1:1 - In the beginning was the Word, and the Word was with God, and the Word was God. He was with God in the beginning.
John opens his Gospel with words that would have recalled for his Jewish audience the initial words of the book of Genesis. F. F. Bruce thinks that:
"It is not by accident that the Gospel begins with the same phrase as the book of Genesis. In Gen 1:1 'In the beginning' introduces the story of the old creation; here it introduces the story of the new creation. In both works of creation the agent is the Word of God."1
William Temple, the Archbishop of Canterbury (from 1942), finds an alternative significance in this initial expression:
"In the beginning." Of course the words take up the opening of Genesis. But they do this so as to suggest at once the transition from temporal event to eternal reality which is the essence of this Gospel. For the Greek words can also be translated "In principle". It is a great mistake to suppose that, when a word in one language is represented by two or more in another, it is always necessary to choose one or the other of these; very often a word covers several meanings because the meanings really are connected together, and the mind easily passes from one to the other without consciousness of movement.
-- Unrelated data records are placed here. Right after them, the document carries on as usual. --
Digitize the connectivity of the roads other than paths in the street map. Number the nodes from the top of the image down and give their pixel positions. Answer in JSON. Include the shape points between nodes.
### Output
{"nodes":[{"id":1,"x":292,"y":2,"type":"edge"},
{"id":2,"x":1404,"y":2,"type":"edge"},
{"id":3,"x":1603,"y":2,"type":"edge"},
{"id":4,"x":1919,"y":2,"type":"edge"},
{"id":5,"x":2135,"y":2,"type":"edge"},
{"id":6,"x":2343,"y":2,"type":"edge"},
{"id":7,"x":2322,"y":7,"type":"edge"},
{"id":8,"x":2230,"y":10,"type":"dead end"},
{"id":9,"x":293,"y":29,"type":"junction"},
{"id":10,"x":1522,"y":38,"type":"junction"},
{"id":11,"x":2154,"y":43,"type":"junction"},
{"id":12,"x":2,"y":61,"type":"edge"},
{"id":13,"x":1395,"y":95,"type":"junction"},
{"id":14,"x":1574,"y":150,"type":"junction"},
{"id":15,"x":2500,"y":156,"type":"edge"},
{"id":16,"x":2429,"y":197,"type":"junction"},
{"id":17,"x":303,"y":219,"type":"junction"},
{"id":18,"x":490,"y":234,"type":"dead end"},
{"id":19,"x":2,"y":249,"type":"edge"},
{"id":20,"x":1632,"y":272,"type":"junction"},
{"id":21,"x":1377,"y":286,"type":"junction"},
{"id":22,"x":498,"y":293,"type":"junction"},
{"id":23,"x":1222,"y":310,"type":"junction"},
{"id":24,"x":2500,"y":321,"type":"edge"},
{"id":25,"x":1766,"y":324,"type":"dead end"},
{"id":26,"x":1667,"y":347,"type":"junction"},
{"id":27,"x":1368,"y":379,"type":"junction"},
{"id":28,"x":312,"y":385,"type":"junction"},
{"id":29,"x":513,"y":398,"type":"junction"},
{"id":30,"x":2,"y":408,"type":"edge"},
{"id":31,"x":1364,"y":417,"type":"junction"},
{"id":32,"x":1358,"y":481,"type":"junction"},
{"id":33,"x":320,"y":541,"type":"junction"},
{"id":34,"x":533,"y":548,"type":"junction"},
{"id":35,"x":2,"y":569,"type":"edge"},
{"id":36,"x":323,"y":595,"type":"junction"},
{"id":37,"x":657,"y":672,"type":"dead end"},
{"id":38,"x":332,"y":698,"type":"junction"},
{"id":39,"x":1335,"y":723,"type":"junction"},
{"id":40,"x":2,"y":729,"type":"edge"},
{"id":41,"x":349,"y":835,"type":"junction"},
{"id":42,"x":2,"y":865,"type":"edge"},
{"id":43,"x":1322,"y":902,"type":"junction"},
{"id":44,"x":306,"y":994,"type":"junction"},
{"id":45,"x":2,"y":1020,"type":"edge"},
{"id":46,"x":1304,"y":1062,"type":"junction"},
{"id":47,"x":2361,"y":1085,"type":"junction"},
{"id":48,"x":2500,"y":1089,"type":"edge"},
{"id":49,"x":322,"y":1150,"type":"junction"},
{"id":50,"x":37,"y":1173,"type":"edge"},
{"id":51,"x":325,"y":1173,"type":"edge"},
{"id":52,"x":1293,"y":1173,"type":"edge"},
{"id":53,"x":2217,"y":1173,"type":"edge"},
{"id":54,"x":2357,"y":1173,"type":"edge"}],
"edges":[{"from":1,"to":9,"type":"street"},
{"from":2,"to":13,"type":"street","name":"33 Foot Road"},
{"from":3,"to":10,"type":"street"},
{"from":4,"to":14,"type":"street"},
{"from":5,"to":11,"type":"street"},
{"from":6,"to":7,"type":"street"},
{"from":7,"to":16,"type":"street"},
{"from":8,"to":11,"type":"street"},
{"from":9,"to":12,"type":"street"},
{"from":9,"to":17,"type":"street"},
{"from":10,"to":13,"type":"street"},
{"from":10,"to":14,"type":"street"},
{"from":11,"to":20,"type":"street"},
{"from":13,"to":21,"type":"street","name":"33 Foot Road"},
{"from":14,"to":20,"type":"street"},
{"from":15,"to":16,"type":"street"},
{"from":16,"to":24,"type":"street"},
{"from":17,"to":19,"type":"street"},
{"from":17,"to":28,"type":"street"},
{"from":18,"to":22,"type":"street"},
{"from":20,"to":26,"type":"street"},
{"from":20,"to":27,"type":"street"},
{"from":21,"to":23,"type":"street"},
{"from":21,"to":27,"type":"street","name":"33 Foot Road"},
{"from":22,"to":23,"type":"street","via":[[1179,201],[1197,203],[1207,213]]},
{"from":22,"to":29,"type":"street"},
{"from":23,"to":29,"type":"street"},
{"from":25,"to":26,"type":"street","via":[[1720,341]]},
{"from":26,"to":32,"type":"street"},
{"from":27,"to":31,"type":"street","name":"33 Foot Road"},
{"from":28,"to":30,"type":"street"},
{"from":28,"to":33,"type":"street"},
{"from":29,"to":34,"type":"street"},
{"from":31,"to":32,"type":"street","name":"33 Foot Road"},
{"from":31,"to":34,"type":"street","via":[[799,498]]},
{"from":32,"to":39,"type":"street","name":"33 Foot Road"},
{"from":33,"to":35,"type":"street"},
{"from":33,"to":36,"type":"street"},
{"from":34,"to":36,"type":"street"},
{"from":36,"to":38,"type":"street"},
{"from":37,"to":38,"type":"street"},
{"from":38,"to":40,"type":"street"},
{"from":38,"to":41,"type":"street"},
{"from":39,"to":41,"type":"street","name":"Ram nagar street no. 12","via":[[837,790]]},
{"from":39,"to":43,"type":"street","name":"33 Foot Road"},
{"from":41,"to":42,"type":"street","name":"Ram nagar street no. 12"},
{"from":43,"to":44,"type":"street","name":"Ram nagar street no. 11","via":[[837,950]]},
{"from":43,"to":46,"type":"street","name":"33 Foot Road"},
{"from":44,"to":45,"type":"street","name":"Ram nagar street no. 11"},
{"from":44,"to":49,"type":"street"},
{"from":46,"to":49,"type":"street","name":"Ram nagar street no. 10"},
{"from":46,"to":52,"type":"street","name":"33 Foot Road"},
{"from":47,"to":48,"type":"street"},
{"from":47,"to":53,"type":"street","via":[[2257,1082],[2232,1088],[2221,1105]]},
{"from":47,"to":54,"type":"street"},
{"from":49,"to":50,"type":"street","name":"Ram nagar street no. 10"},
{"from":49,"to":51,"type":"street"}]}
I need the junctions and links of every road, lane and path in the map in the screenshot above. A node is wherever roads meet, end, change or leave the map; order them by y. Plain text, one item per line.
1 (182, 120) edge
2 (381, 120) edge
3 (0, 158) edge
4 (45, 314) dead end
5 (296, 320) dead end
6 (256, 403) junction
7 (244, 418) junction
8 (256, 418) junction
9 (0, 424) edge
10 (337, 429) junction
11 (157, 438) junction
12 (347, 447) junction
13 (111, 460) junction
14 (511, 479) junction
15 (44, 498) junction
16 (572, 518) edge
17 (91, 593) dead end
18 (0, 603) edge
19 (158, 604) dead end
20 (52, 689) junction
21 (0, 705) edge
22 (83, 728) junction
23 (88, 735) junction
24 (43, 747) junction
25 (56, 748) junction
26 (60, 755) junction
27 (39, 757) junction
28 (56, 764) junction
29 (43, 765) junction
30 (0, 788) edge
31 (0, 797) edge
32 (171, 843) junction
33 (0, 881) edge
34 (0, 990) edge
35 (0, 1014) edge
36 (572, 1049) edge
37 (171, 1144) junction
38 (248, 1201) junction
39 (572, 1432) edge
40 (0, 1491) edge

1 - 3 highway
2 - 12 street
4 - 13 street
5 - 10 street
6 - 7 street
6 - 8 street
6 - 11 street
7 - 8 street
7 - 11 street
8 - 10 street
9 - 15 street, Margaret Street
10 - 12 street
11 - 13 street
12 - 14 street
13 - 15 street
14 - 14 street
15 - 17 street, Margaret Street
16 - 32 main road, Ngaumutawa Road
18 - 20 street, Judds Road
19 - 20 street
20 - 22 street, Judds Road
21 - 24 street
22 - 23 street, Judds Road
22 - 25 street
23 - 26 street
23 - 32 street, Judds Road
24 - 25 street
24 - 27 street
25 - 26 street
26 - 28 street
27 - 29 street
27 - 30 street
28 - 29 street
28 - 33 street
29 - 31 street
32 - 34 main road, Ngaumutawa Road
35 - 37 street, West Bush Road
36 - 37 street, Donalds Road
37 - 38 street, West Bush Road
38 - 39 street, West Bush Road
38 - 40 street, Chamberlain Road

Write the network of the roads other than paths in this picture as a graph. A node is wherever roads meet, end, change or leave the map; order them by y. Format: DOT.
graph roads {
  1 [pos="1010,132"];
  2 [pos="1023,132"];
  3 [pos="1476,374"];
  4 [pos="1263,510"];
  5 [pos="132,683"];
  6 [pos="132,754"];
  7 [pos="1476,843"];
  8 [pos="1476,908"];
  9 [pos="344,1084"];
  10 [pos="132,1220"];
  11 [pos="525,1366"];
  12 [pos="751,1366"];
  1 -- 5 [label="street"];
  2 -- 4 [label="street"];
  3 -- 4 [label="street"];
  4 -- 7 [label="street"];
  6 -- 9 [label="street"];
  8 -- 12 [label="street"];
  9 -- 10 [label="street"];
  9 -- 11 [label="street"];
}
So the word really means both things; and here the expression used means both 'in the beginning of history' and 'at the root of the universe'.2
In other words, we may say that what is implied by these words is that the Word is the controlling principle in everything we think about life and what it may mean and how it ought to be lived. To think about life without the Word is to live life without any anchor in that which gives life its focus, direction and significance.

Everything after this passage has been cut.